## YOUR INSTRUCTIONS
Pull every line containing "Октябрська" from the data.

[Saved data entries]
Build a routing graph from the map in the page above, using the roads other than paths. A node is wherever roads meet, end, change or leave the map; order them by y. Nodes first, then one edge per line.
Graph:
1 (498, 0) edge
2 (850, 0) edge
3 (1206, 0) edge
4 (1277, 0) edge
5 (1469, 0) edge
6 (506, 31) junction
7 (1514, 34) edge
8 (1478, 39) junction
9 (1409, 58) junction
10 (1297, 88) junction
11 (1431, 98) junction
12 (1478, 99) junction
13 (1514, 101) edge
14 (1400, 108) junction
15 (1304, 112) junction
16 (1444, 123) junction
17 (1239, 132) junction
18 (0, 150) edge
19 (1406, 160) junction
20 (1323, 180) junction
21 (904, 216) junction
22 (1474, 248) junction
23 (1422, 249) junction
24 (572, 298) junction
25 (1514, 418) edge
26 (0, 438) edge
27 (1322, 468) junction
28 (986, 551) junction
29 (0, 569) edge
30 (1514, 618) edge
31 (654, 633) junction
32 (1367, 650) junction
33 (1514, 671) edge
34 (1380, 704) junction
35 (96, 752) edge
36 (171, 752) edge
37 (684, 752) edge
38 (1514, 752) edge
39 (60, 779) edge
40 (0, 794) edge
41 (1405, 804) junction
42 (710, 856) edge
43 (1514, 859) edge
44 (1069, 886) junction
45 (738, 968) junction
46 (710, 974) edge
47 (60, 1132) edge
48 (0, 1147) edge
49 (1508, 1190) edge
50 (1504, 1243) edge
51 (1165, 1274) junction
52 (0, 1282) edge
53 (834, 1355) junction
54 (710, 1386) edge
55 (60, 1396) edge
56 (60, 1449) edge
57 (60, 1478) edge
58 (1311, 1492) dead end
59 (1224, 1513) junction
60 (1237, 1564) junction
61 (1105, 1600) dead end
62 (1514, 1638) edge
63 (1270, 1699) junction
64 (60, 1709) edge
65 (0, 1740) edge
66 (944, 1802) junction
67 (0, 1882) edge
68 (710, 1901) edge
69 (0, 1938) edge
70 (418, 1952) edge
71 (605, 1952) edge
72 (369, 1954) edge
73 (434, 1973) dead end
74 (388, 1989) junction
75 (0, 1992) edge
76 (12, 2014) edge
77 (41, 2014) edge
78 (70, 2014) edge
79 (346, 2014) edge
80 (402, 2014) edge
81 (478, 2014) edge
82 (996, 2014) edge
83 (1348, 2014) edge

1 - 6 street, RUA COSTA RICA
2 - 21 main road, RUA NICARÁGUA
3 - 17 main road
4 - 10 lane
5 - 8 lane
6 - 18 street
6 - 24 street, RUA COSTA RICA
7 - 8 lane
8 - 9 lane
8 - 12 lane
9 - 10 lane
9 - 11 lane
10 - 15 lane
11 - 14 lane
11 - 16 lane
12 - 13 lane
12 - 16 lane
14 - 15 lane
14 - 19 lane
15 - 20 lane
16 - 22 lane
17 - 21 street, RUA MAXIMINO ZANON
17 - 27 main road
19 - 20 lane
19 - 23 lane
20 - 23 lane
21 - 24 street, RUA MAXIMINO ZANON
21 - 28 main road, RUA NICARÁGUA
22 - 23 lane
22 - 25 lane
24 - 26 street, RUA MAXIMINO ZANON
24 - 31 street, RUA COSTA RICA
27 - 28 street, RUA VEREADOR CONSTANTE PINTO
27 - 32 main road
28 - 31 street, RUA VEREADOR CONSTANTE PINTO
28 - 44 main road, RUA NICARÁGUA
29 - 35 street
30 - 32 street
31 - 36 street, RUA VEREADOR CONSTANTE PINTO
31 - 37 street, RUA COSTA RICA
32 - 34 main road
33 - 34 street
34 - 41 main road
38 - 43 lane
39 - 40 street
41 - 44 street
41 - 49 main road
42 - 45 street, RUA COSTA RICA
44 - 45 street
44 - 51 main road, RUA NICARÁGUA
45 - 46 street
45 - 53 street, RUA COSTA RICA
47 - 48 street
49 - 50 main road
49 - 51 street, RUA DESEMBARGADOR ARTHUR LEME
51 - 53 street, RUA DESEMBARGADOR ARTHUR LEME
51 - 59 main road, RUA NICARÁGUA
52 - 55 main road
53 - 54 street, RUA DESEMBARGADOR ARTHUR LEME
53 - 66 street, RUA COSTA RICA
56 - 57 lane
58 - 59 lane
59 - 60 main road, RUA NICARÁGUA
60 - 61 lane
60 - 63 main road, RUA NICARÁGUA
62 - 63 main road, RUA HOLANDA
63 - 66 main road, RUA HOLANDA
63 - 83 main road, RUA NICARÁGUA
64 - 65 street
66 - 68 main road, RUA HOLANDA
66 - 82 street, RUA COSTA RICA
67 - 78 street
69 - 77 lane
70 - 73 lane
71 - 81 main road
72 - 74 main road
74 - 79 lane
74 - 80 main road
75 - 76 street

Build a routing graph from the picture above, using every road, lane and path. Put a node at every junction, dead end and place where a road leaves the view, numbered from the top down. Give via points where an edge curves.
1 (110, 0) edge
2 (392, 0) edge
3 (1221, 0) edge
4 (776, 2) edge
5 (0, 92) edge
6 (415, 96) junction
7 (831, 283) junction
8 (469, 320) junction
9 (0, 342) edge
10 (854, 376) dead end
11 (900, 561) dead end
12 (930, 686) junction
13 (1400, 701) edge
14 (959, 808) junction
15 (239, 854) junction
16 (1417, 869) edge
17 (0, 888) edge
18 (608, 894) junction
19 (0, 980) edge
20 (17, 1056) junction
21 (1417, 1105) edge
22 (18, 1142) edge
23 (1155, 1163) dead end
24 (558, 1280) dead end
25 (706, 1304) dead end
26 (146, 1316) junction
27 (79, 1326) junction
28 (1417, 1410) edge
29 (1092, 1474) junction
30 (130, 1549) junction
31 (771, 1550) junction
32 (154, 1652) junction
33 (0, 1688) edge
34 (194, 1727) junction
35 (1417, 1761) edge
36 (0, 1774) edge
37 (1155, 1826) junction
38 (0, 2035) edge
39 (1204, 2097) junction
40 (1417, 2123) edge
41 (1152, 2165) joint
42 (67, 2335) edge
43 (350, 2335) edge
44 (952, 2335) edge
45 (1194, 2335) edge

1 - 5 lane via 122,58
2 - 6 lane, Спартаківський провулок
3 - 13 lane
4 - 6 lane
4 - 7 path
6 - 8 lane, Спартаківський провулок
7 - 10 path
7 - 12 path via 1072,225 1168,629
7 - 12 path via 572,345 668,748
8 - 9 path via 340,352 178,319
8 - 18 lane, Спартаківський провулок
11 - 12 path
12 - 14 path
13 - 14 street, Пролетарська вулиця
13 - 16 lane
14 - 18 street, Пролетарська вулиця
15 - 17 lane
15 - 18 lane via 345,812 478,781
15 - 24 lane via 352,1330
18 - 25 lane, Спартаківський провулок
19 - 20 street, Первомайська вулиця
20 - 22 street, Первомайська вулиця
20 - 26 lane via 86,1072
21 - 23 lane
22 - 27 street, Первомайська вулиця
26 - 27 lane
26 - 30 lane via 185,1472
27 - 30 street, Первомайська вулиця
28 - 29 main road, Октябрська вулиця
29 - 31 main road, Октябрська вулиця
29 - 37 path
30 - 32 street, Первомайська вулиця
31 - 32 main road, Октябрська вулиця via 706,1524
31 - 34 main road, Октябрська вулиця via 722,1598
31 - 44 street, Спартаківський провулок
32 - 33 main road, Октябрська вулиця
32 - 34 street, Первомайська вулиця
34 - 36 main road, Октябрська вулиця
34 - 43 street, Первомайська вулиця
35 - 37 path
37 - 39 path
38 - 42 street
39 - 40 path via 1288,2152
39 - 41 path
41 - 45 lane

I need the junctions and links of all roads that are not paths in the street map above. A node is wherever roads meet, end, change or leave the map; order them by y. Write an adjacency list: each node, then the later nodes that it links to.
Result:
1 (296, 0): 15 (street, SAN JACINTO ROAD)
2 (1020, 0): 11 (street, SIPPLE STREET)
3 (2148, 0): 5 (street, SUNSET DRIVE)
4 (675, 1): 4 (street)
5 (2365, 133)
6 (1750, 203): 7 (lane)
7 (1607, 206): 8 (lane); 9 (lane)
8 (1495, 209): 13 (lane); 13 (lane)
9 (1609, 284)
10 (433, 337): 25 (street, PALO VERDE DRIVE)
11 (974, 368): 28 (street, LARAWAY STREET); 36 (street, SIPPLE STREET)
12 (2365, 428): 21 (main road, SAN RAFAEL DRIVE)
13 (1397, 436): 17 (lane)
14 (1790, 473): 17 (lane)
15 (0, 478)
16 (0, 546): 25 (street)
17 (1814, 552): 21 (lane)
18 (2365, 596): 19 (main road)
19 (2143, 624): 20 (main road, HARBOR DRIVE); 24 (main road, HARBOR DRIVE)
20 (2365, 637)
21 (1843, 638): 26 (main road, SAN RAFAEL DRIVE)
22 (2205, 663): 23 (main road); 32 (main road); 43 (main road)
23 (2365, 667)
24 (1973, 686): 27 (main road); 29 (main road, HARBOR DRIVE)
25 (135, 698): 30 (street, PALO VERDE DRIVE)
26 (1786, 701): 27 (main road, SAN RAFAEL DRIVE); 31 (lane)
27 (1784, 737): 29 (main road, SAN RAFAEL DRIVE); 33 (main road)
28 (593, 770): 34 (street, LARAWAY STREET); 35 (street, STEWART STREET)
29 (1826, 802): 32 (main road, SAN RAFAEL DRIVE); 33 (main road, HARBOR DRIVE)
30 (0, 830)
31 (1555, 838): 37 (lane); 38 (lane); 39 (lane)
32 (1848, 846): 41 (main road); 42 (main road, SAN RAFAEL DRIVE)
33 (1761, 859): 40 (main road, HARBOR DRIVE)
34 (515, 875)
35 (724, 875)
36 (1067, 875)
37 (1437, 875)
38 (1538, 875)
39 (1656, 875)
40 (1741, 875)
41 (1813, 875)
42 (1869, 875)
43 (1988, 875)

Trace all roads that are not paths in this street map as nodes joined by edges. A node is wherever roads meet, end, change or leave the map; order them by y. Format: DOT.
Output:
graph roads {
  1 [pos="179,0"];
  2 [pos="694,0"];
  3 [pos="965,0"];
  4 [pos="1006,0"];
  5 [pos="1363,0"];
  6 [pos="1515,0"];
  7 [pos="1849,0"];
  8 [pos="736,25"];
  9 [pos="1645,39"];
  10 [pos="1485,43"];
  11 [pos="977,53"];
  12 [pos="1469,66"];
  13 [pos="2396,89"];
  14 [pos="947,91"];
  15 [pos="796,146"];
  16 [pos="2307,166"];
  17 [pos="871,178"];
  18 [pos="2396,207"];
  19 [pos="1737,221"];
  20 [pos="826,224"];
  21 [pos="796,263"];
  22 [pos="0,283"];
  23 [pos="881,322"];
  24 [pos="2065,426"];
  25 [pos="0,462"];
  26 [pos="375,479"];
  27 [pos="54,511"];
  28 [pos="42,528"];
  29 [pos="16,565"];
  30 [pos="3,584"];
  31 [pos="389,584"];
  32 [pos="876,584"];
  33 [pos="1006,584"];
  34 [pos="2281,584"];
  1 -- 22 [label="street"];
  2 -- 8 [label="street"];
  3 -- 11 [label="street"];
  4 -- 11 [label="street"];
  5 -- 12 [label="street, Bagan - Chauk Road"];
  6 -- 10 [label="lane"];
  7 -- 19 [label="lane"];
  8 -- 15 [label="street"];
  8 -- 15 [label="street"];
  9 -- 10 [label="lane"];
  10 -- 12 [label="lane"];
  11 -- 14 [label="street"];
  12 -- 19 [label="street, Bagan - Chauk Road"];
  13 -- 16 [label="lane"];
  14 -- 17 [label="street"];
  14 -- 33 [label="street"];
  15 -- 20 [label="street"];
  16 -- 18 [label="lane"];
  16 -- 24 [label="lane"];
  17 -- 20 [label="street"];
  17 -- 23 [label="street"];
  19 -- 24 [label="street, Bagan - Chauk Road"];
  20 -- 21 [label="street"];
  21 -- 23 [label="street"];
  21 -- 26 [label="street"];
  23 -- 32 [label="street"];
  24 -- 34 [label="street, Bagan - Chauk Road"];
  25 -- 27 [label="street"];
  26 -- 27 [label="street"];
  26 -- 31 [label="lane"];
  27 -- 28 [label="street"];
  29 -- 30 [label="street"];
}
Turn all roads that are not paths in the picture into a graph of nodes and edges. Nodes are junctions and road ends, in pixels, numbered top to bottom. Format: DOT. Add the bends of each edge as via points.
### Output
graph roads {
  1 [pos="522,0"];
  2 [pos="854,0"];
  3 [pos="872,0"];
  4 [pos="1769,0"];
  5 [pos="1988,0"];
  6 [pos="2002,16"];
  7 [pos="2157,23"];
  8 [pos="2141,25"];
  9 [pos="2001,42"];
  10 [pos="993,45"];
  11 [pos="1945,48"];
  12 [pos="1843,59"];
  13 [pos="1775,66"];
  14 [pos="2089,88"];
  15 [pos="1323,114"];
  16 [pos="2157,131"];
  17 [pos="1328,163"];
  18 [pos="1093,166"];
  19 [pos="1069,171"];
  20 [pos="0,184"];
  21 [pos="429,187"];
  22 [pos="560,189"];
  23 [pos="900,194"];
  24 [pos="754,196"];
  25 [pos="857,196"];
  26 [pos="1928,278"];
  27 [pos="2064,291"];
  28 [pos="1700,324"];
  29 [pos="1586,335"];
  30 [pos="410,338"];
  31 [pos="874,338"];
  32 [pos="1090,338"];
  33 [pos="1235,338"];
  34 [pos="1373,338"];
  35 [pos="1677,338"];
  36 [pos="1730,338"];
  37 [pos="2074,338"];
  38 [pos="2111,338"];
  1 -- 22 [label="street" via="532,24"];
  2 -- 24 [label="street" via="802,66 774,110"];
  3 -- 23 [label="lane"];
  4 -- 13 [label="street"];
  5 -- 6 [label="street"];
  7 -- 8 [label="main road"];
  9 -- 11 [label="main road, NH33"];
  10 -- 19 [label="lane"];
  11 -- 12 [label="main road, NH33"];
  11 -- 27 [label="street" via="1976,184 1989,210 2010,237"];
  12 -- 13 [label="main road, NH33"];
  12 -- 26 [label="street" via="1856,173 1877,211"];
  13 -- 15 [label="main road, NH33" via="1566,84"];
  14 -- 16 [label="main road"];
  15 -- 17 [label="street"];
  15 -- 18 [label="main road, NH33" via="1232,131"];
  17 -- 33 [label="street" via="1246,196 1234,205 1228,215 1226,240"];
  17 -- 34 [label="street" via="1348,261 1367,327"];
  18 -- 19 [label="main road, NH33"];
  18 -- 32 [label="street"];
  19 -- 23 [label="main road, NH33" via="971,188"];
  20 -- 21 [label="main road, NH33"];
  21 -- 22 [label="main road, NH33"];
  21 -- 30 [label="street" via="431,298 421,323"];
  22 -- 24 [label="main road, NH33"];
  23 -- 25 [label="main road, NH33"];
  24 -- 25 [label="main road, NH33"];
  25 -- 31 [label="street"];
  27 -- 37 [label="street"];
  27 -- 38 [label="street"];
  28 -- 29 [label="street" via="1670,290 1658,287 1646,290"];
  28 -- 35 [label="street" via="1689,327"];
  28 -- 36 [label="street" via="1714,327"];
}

## SOLUTION FOR THIS EXERCISE
28 - 29 main road, Октябрська вулиця
29 - 31 main road, Октябрська вулиця
31 - 32 main road, Октябрська вулиця via 706,1524
31 - 34 main road, Октябрська вулиця via 722,1598
32 - 33 main road, Октябрська вулиця
34 - 36 main road, Октябрська вулиця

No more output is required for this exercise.